The Race That Shocked The World - TV review
When, in the middle of the night, Ben Johnson learned he had been found to have taken illegal drugs, his response wasn't to panic.

When, in the middle of the night, Ben Johnson learned he had been found to have taken illegal drugs, his response wasn't to panic.
His pulse had barely slowed since he steamed to victory in the 1988 Olympic Games in Seoul when the knock on his door came.
"So," he told his coach Charlie Francis on learning the news. "They finally got me."
His fall from grace was instant. For 48 hours, Johnson's star had never shone brighter. As he basked in his triumph, he told a journalist: "The gold medal is something they can never take away from me."
It was a remarkable achievement by the makers of The Race That Shocked The World, on BBC4, to encourage Johnson himself to discuss his disgracing at the Seoul games.
"That is the greatest 100 metres the world has ever seen," the commentator shouts as Johnson tears away from his competition, as the film launches with a shot of the Canadian star lifting himself – and the confidence of a nation – into the stratosphere.
Moments later, we are seeing him bundling his way through customs in disgrace, even the voices of the reporters at the scene dripping in fury as they demand answers. "Canada wants to know why!" one wails in raw, emotional fury.
Over the course of the hour-long documentary, we meet all the eight athletes who ran in the 100 metre final in Korea.
Each gives their own perspective on the race – which is presented as an emotionally charged centre point to the film – and on how widespread was the use of drugs in sport at the time.
The athletes are all captioned with their name, and the lane they ran in, in a nod to the all consuming nature of their work.
It is one of the many little details which really make the programme an excellent piece of work.
Johnson's interviews are conducted in his basement, the cold and rain penning the runner in, all alone to consider his disgrace.
He picks glumly through his medals, including the bronze he won at the 1984 Olympics in Los Angeles, detached from its ribbon and dumped unceremoniously among the rest.
He lost out in that race to Carl Lewis, a magnificent athlete who competed in four different medal events on the Olympic track – and won all four.
His 1984 gold lies beneath the ground, pressed into his father's palm when he died in 1987. Lewis vowed to win another the next year, driving home the consequences of Johnson's drug use on the other athletes.

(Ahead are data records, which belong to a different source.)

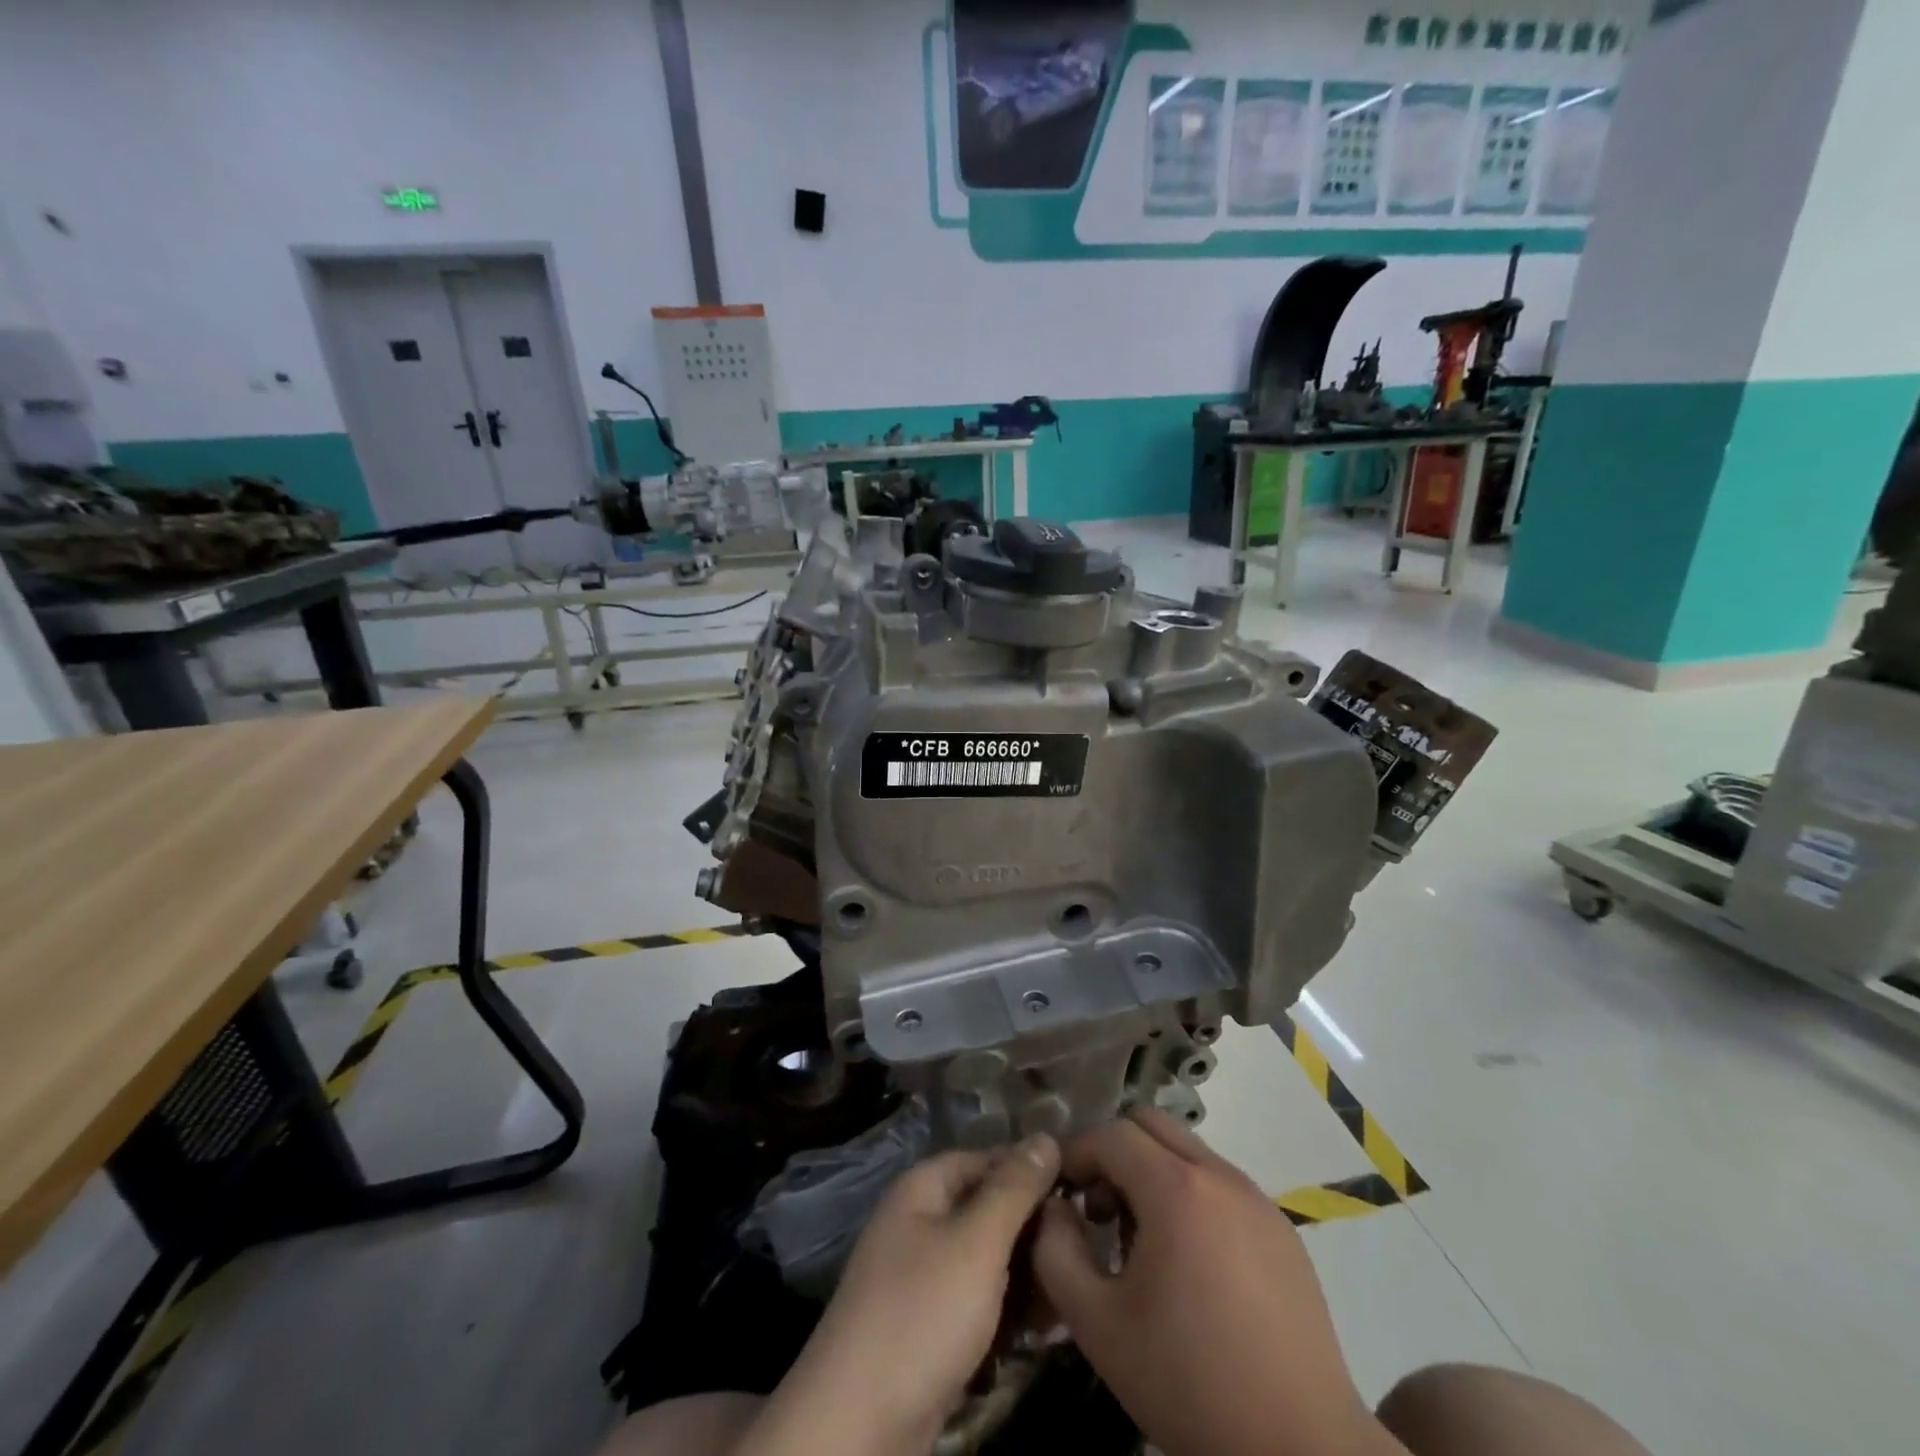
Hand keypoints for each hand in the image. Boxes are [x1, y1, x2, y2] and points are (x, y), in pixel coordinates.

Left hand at [739, 1133, 1060, 1455]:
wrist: (857, 1425)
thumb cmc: (923, 1313)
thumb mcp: (977, 1242)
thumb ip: (1014, 1189)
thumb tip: (1046, 1136)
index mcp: (923, 1188)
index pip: (986, 1158)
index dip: (1029, 1170)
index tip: (1079, 1191)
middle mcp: (920, 1222)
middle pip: (987, 1209)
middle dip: (1033, 1230)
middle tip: (1080, 1253)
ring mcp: (921, 1277)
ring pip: (987, 1260)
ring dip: (1026, 1275)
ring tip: (1067, 1297)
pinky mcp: (927, 1327)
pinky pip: (977, 1301)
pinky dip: (1007, 1311)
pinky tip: (1042, 1330)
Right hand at [1033, 1108, 1401, 1455]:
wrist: (1301, 1448)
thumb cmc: (1189, 1381)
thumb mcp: (1098, 1324)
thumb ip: (1056, 1253)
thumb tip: (1054, 1209)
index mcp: (1176, 1187)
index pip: (1111, 1133)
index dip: (1076, 1152)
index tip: (1060, 1191)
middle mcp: (1219, 1175)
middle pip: (1151, 1124)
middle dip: (1114, 1151)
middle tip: (1098, 1207)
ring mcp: (1257, 1198)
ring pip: (1187, 1150)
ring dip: (1152, 1171)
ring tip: (1140, 1239)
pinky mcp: (1281, 1228)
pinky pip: (1220, 1183)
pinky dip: (1189, 1194)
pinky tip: (1189, 1261)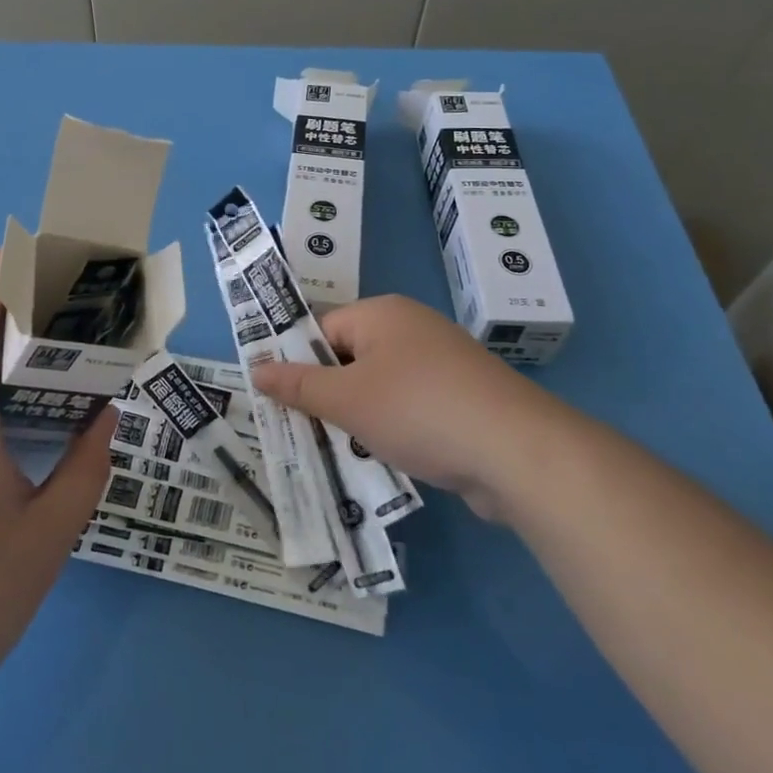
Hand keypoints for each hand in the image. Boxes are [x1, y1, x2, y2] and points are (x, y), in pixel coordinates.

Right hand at [249, 293, 569, 518]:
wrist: (516, 451)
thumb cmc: (417, 410)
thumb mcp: (346, 399)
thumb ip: (298, 386)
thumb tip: (256, 370)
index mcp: (382, 314)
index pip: (322, 330)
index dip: (297, 364)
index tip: (279, 402)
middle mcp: (412, 328)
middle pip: (350, 357)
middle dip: (327, 395)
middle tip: (302, 432)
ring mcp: (443, 363)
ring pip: (381, 387)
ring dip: (359, 418)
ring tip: (338, 450)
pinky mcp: (464, 398)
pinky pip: (412, 407)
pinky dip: (394, 429)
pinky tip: (384, 458)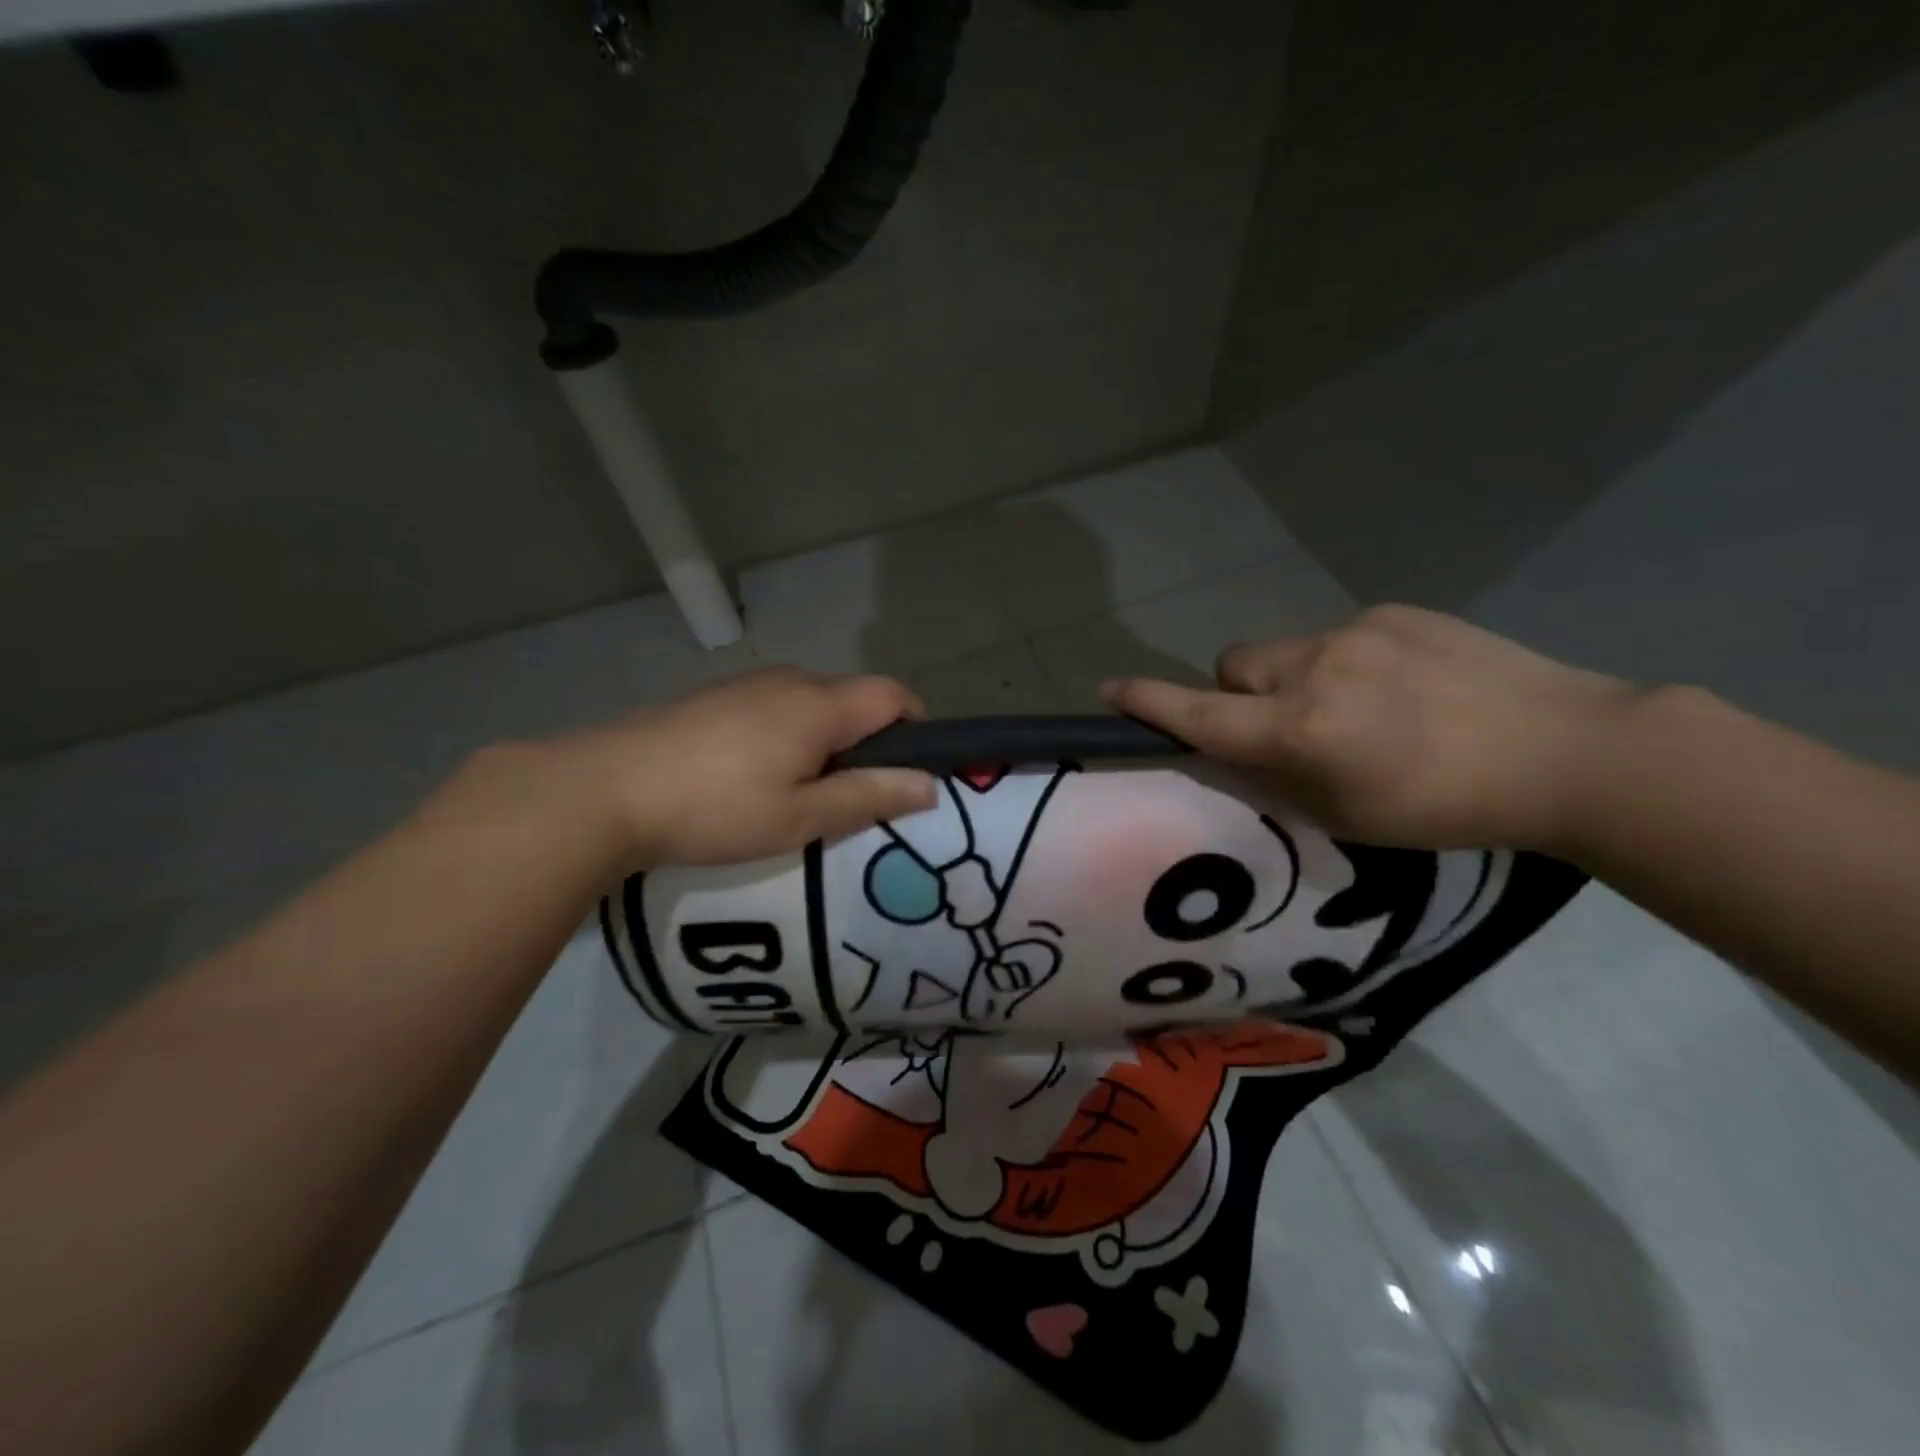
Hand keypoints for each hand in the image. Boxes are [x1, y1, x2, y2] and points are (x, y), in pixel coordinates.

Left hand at [455, 667, 937, 870]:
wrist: (603, 790)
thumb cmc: (715, 808)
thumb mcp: (800, 817)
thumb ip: (869, 796)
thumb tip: (929, 785)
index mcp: (820, 704)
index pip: (894, 694)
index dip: (918, 726)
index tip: (912, 771)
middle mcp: (790, 681)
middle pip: (853, 700)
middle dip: (868, 743)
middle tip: (854, 798)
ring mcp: (747, 685)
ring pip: (812, 706)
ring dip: (825, 742)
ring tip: (801, 795)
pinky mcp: (714, 698)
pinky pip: (775, 710)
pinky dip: (788, 738)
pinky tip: (754, 779)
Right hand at [1102, 605, 1638, 850]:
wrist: (1571, 751)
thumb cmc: (1449, 808)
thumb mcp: (1347, 816)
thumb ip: (1279, 779)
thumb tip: (1242, 750)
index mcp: (1302, 730)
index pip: (1202, 714)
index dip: (1149, 703)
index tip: (1108, 689)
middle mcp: (1316, 670)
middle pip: (1233, 664)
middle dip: (1238, 692)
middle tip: (1287, 724)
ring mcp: (1357, 632)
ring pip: (1283, 650)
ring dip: (1294, 678)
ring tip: (1362, 708)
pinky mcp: (1395, 612)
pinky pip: (1339, 635)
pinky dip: (1346, 662)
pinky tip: (1404, 687)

The rivalry between the pair bubbled beneath the surface of the run-up to the Seoul games.
Starting with Lewis's dismissal of his Canadian opponent as 'lacking the core talent', it passed through Johnson's rising stock and Lewis's frustrations turning into a television appearance to discuss other athletes' drug usage, and it continues throughout the film.
One coach, Russ Rogers, suspected 80 per cent of athletes were using drugs at the time. Francis too suggests that the ability to stay ahead of chemical enhancements runs out.
The film is beautifully shot, tells the story of the whole drug issue at the time, and is full of quirks.
While it centres on Johnson's own personal scandal, it becomes a tale of rivalries rising and simmering over the course of decades, of drug use and obsession.
And at its heart is the pulsating 10 seconds where the eyes of the world are on eight lanes in a single stadium.
Considered, heartfelt, and showing the fine line between triumph and disaster, it presents as perfect a summary of what it is to be an Olympian as you could imagine.